Recently we took a trip to the local science museum–because science is real, and fun, and interesting, and because my kids always do better in museums with hands-on experiments about centrifugal force than they do in museums with hands-off paintings on the wall. Nevertheless. Toward the end of the day we made our way to a large space dominated by a Rube Goldberg structure with balls and pulleys, chutes and ladders. More than anything, it looked like a life-size version of the game Mousetrap we used to play as kids. The true purpose of the From København to Singapore exhibit, which involved push and pull cargo ships and lots of plastic balls, was lost on me. But just by watching, I learned a lesson.

The space was packed. There were parents on the sidelines, some, like me, continually checking their phone for news about the downfall of western civilization. Ok, maybe that was just me. But those very adult worries were swallowed up by what was going on in the room. What was going on in the room was this: a room full of about forty kids–all working together–in order to make things happen.
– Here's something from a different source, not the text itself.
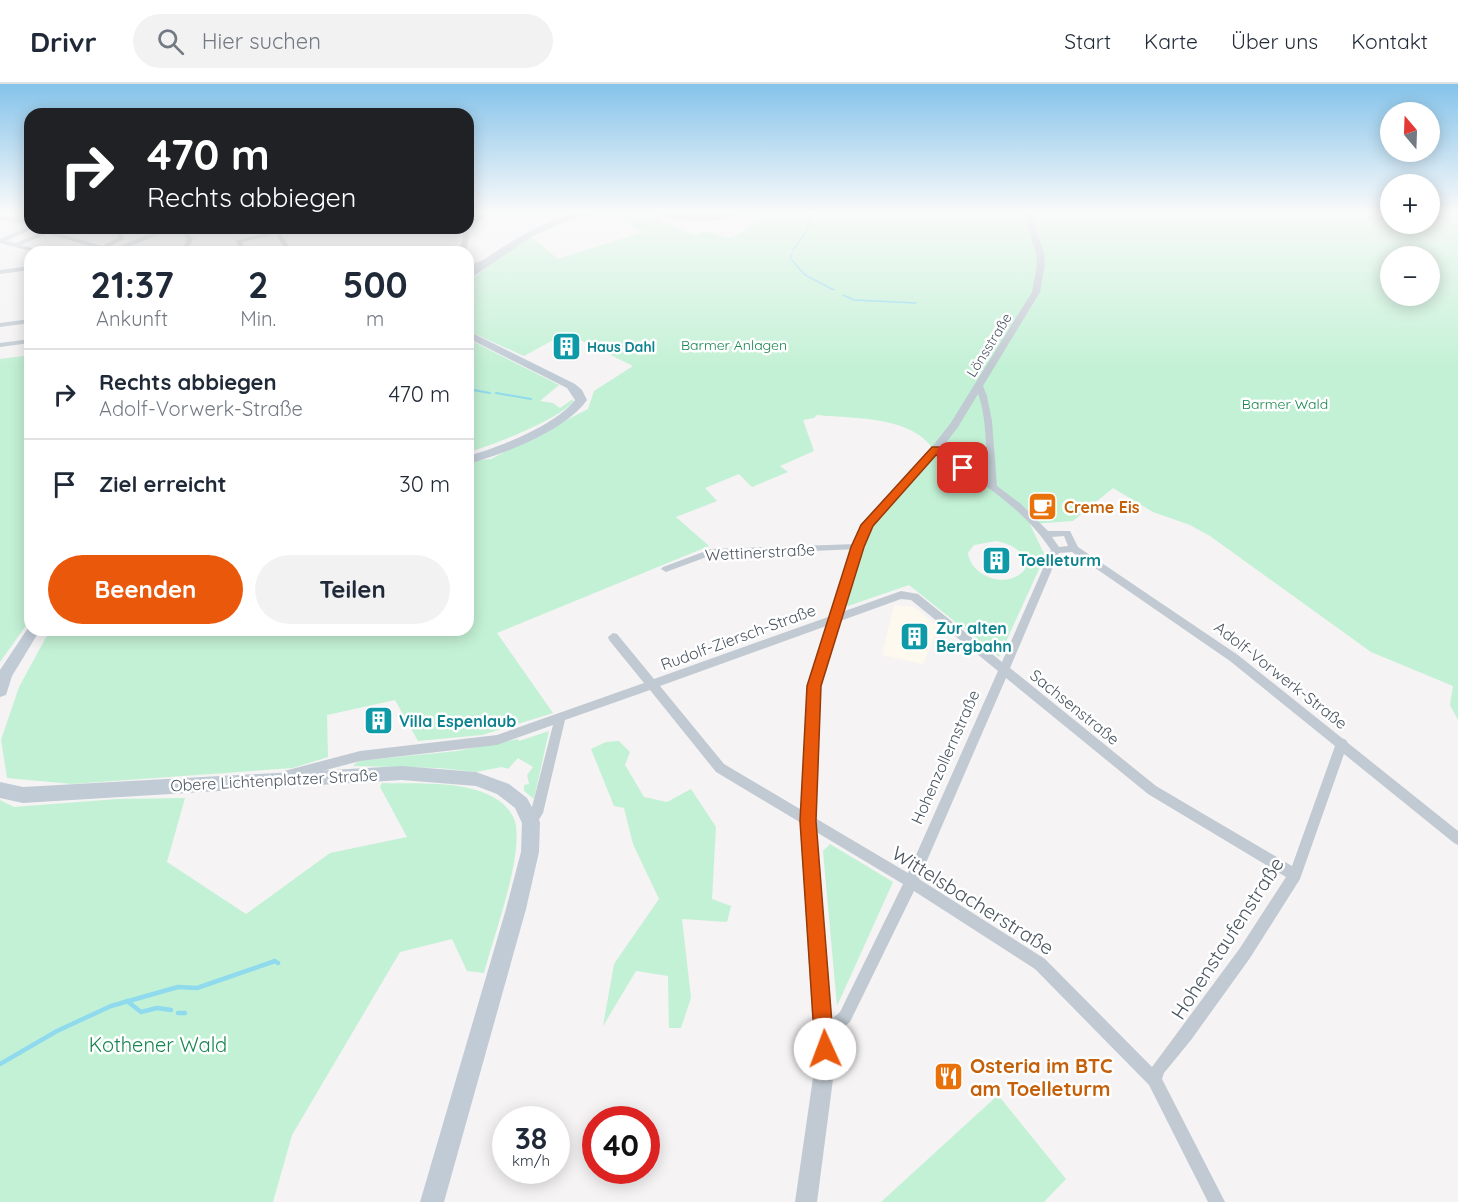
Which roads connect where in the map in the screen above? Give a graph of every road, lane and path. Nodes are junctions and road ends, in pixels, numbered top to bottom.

There was a hodgepodge of languages, Danish, English, Spanish, Russian. There were toddlers pulling little cargo boats and kids in their early teens loading them up every time they ‘docked’. There were boys unloading and girls shoving more balls into the chutes to start the process all over again. And yet somehow these kids, who’d never spoken to one another or met one another, all worked together to move those balls from the København side of the room to the Singapore side. They were all working together for the greater good.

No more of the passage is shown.